Constraints on the nature of the subvolcanic reservoir at South Sister volcano, Oregon from U-series dating combined with sub-crystal trace-element analysis of plagioclase and zircon

We present sub-crystal-scale 238U–230Th zircon ages and 238U–230Th–226Ra plagioclase ages of bulk mineral separates from the Holocene (2.0–2.3 ka) eruptions of the Rock Mesa (RM) and Devil's Hills (DH) rhyolites at South Sister volcano, Oregon. We link these age data with sub-crystal trace-element analyses of zircon and plagioclase to provide insight into the subvolcanic system at South Sister, as an example of a small-volume continental arc volcano.
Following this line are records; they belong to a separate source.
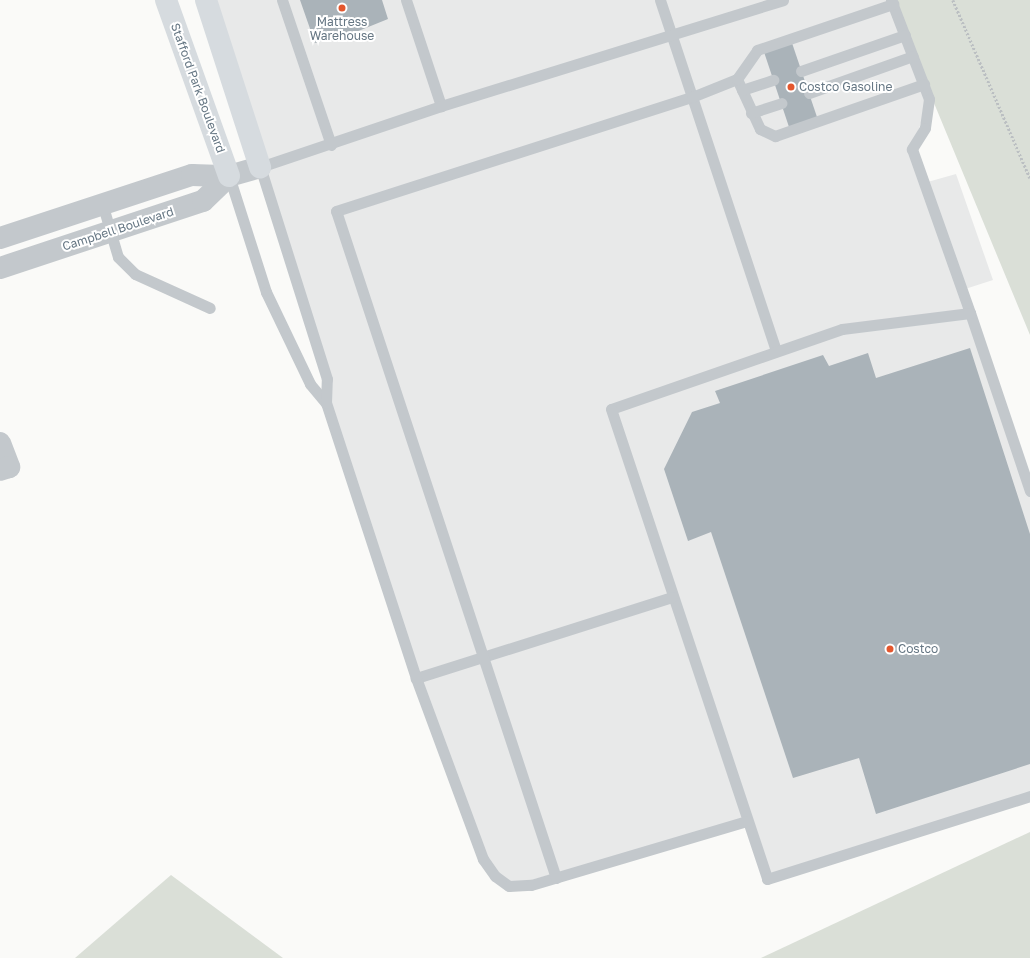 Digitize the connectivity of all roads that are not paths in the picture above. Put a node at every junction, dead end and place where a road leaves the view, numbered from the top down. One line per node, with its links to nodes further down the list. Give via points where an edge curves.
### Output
1 (166, 0): 23 (street, Stafford Park Boulevard)
2 (206, 0): 22 (street)
3 (282, 0): 21 (lane)
4 (406, 0): 19 (lane)
5 (660, 0): 8 (lane)
6 (783, 0): 8 (lane)
7 (892, 2): 9 (lane); 12 (lane, via 757,50)
8 (672, 34): 17 (lane); 19 (lane)
9 (905, 36): 10 (lane); 11 (lane)
10 (913, 56): 14 (lane); 16 (lane)
11 (801, 71)
12 (737, 79): 15 (lane); 17 (lane)
13 (773, 80): 15 (lane)
14 (924, 84): 20 (lane, via 775,136 760,129); 29 (lane, via 929,99 925,128 912,149)
15 (742, 90): 20 (lane)
16 (809, 93)
17 (692, 97): 30 (lane); 36 (lane, via 336,211)
18 (781, 103): 20 (lane)
19 (441, 106): 21 (lane)
20 (751, 114)
21 (331, 145): 22 (lane)
22 (260, 167): 23 (street, Campbell Boulevard); 31 (lane, via 327,379)
23 (229, 176): 24 (street, Campbell Boulevard, via 192,175); 25 (street, Campbell Boulevard, via 203,201); 31 (lane, via 266,292 310,384)
24 (102, 203): 25 (lane); 26 (street, Campbell Boulevard)
25 (110, 232): 27 (street, Campbell Boulevard); 28 (lane, via 118,257 135,274)
26 (0, 238)
27 (0, 268)
28 (210, 308)
29 (970, 313): 30 (lane, via 842,329); 34 (lane)
30 (776, 351): 35 (lane, via 610,409)
31 (326, 403): 37 (lane)
32 (0, 443): 33 (street)
33 (5, 468)
34 (1030, 491)
35 (672, 597): 36 (lane); 39 (lane)
36 (484, 656): 37 (lane); 40 (lane)
37 (416, 678): 40 (lane, via 483,859 495,876 509,886 531,885)
38 (1030, 796): 39 (lane, via 767,879)
39 (747, 821): 40 (lane)
40 (556, 878) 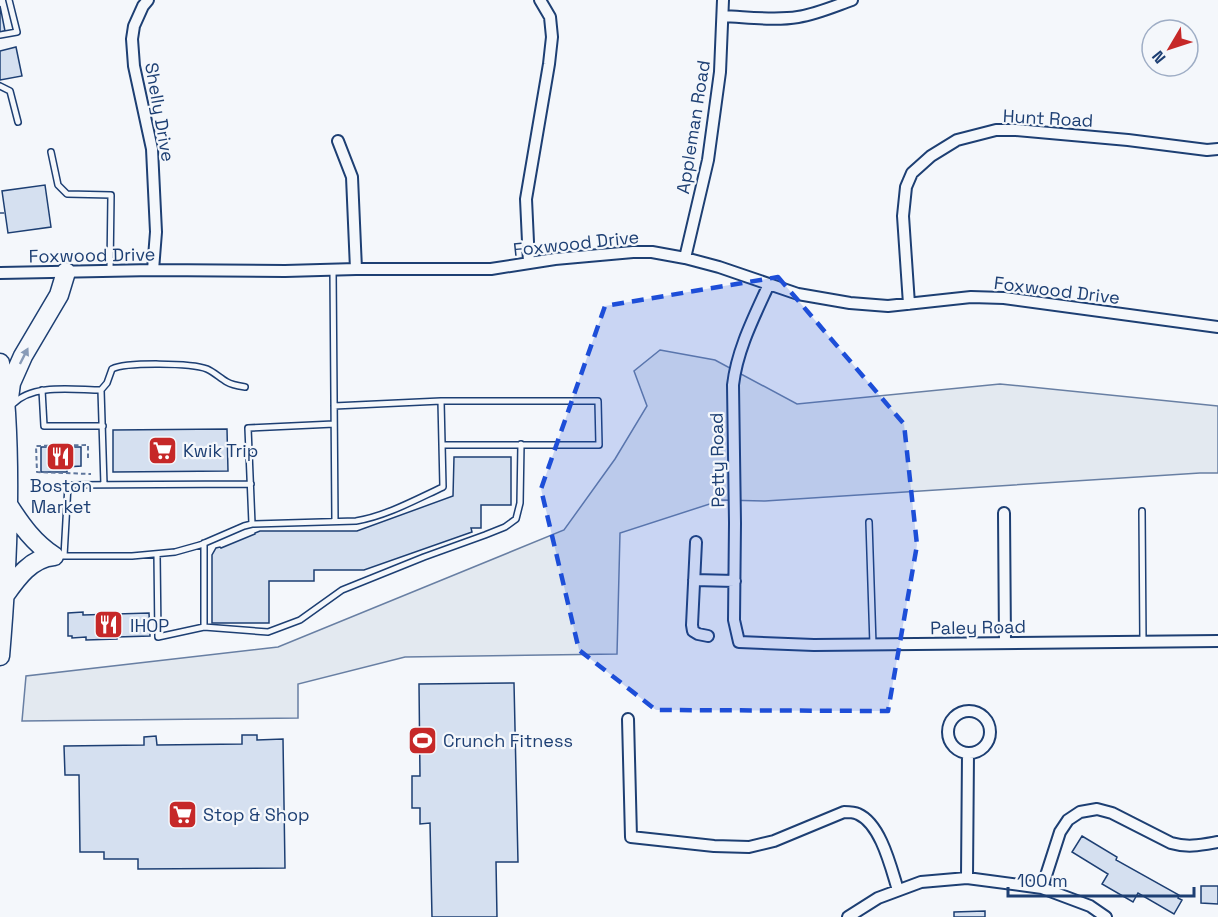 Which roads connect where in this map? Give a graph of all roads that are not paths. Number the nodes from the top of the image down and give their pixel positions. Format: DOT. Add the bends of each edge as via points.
graph roads {
  1 [pos="9,0"];
  2 [pos="148,0"];
  3 [pos="540,0"];
  4 [pos="723,0"];
  5 [pos="852,0"];
  6 [pos="723,16"];
  7 [pos="0,35"];
  8 [pos="0,86"];
  9 [pos="18,122"];
  10 [pos="338,141"];
  11 [pos="1218,149"];
  12 [pos="51,152"];
  13 [pos="685,258"];
  14 [pos="529,263"];
  15 [pos="356,269"];
  16 [pos="153,270"];
  17 [pos="333,270"];
  18 [pos="110,271"];
  19 [pos="66,272"];
  20 [pos="0,273"];
  21 [pos="769,284"];
  22 [pos="909,304"];
  23 [pos="1218,327"];
  24 [pos="0,363"];
  25 [pos="245,387"];
  26 [pos="42,390"];
  27 [pos="101,390"];
  28 [pos="441,401"];
  29 [pos="334,406"];
  30 [pos="6,411"];
  31 [pos="334,424"];
  32 [pos="102,426"];
  33 [pos="521,444"];
  34 [pos="442,445"];
  35 [pos="251,484"];
  36 [pos="104,485"];
  37 [pos="9,506"];
  38 [pos="1142,511"];
  39 [pos="1004,513"];
  40 [pos="335,521"];
  41 [pos="869,522"];
  42 [pos="252,524"];
  43 [pos="696,542"];
  44 [pos="204,543"];
  45 [pos="157,554"];
  46 [pos="59,556"];
  47 [pos="694,580"];
  48 [pos="735,581"];
  49 [pos="5,596"];
  50 [pos="204,627"];
  51 [pos="708,636"];
  52 [pos="1218,641"];
  53 [pos="739,642"];
  54 [pos="1143,642"];
  55 [pos="1005,643"];
  56 [pos="873,645"];
  57 [pos="0,656"];
  58 [pos="628,719"];
  59 [pos="968,753"];
  60 [pos="1218,842"];
  61 [pos="967,878"];
  62 [pos="1042,888"];
  63 [pos="898,890"];
  64 [pos="848,917"];
  65 [pos="1106,917"];
  1 -- 7 [label="lane" via="17,32"];
  2 -- 16 [label="street, Shelly Drive" via="142,6 132,39 152,149 156,232"];
  3 -- 14 [label="street" via="550,17 552,37 526,199"];
  4 -- 6 [label="street, Appleman Road"];
  5 -- 6 [label="street" via="798,17"];
  6 -- 13 [label="street, Appleman Road" via="708,160"];
  8 -- 9 [label="lane" via="10,90"];
  10 -- 15 [label="street" via="352,177"];
  11 -- 22 [label="street, Hunt Road" via="1016,130 996,130 957,140 912,173 906,187 903,216"];
  12 -- 18 [label="lane" via="58,185 67,194 111,195"];
  13 -- 14 [label="street, Foxwood Drive" via="633,252"];
  13 -- 21 [label="street, Foxwood Drive"];
  14 -- 15 [label="street, Foxwood Drive" via="491,269"];
  15 -- 17 [label="street, Foxwood Drive"];
  16 -- 17 [label="street, Foxwood Drive"];
  16 -- 18 [label="street, Foxwood Drive"];
  17 -- 29 [label="lane"];
  18 -- 19 [label="street, Foxwood Drive"];
  19 -- 20 [label="street, Foxwood Drive"];
  30 -- 19 [label="main road, one-way" via="11,383 22,356 59,295"];
  21 -- 22 [label="street, Foxwood Drive" via="798,294 850,303"];
  21 -- 48 [label="street, Petty Road" via="734,374"];
  22 -- 23 [label="street, Foxwood Drive" via="971,297 1004,298"];
  24 -- 30 [label="main road"];
  25 -- 27 [label="lane" via="227,382 209,369 161,364 116,367"];
  26 -- 27 [label="lane"];
  26 -- 30 [label="lane" via="25,394"];
  26 -- 32 [label="lane" via="44,426"];
  27 -- 32 [label="lane"];
  28 -- 29 [label="lane"];
  28 -- 33 [label="lane" via="598,401 599,446"];
  28 -- 34 [label="lane"];
  29 -- 31 [label="lane"];
  30 -- 37 [label="main road"];
  31 -- 35 [label="lane" via="248,428"];
  31 -- 40 [label="lane"];
  32 -- 36 [label="lane"];
  33 -- 34 [label="lane"];
  33 -- 50 [label="lane" via="520,503 516,519 504,527 342,590 300,620 268,632"];
  34 -- 40 [label="lane" via="443,487 366,520"];
  35 -- 36 [label="lane"];
  35 -- 42 [label="lane"];
  36 -- 46 [label="lane" via="68,485"];
  37 -- 46 [label="main road" via="44,550"];
  37 -- 49 [label="main road"];
  38 -- 54 [label="lane"];
  39 -- 55 [label="street"];
  40 -- 42 [label="lane"];
  41 -- 56 [label="lane"];
  42 -- 44 [label="lane"];
  43 -- 47 [label="street"];
  44 -- 45 [label="lane"];
  44 -- 50 [label="lane"];
  45 -- 46 [label="lane"];
  45 -- 50 [label="lane" via="158,637"];
  46 -- 49 [label="main road" via="45,557 26,570"];
  47 -- 48 [label="street"];
  47 -- 51 [label="street" via="693,631"];
  48 -- 53 [label="street, Petty Road" via="734,620"];
  49 -- 57 [label="main road"];
  52 -- 54 [label="street, Paley Road"];
  53 -- 56 [label="street, Paley Road"];
  54 -- 55 [label="street, Paley Road"];
  55 -- 56 [label="street, Paley Road"];
  58 -- 63 [label="street" via="631,837 749,847 774,841 844,812 856,813 866,819 883,843"];
  59 -- 59 [label="street" via="983,747 990,732 984,717 969,710 954,716 947,731 953,746"];
  59 -- 61 [label="street"];
  60 -- 62 [label="street" via="1181,846 1113,813 1097,809 1080,812 1060,832"];
  61 -- 62 [label="street"];
  61 -- 63 [label="street" via="921,882"];
  62 -- 65 [label="street" via="1090,906"];
  63 -- 64 [label="street"];
}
Our results document the presence of coeval yet physically-distinct regions within the magma reservoir and constrain the timescales over which these heterogeneities existed. Zircons from the RM and DH dominantly record ages from 20 to 80 ka, with some grains recording ages > 350 ka, whereas plagioclase records 230Th–226Ra ages of 2.3–6.8 ka (RM) and 4.0–9.6 ka (DH-3) and a 238U–230Th age of 10 ± 34 ka (DH-3). We interpret zircons with ages < 350 ka as antecrysts inherited from a longer lived upper-crustal magma reservoir from which the rhyolites were generated, based on crystallization ages coeval with earlier periods of silicic volcanism at South Sister, the undersaturated nature of the RM and DH magmas with respect to zircon, and Ti-in-zircon temperatures consistent with low-temperature (< 815 °C) crystallization. In contrast, plagioclase ages are near the eruption age and dominantly preserve information about the recent (< 10 ka), higher-temperature evolution of the host magmas. Although zircon and plagioclase record different crystallization ages, each phase crystallized over the same time period in the RM compared to DH rhyolites. Linking these crystal age data with sub-crystal trace-element analyses demonstrates that zircon and plagioclase have distinct trace-element characteristics between eruptions, which require that the RM and DH crystals (and therefore magmas) were derived from distinct regions that had evolved independently for > 50 ka within a heterogeneous magmatic system and coexisted as physically-distinct, dominantly-liquid bodies prior to eruption. Thus, we favor a model where rhyolites are generated in independent batches by accumulation of evolved liquids in a heterogeneous, largely crystalline reservoir. Similarities in crystal age and chemical data to that at other young silicic systems (e.g., Mount St. Helens, Okataina Caldera Complex) suggest that this model may be more generally applicable to silicic magmas.

Research highlights
► We present U–Th zircon ages and U–Th–Ra plagioclase ages from South Sister volcano.
► We link zircon and plagioclase ages with sub-crystal trace-element data.
► Zircons record old (> 20 ka) ages while plagioclase records young (< 10 ka) ages.
► Crystals from the two youngest rhyolites have distinct trace-element compositions.
► Together these data require long term (> 50 ka) heterogeneity in the magma reservoir.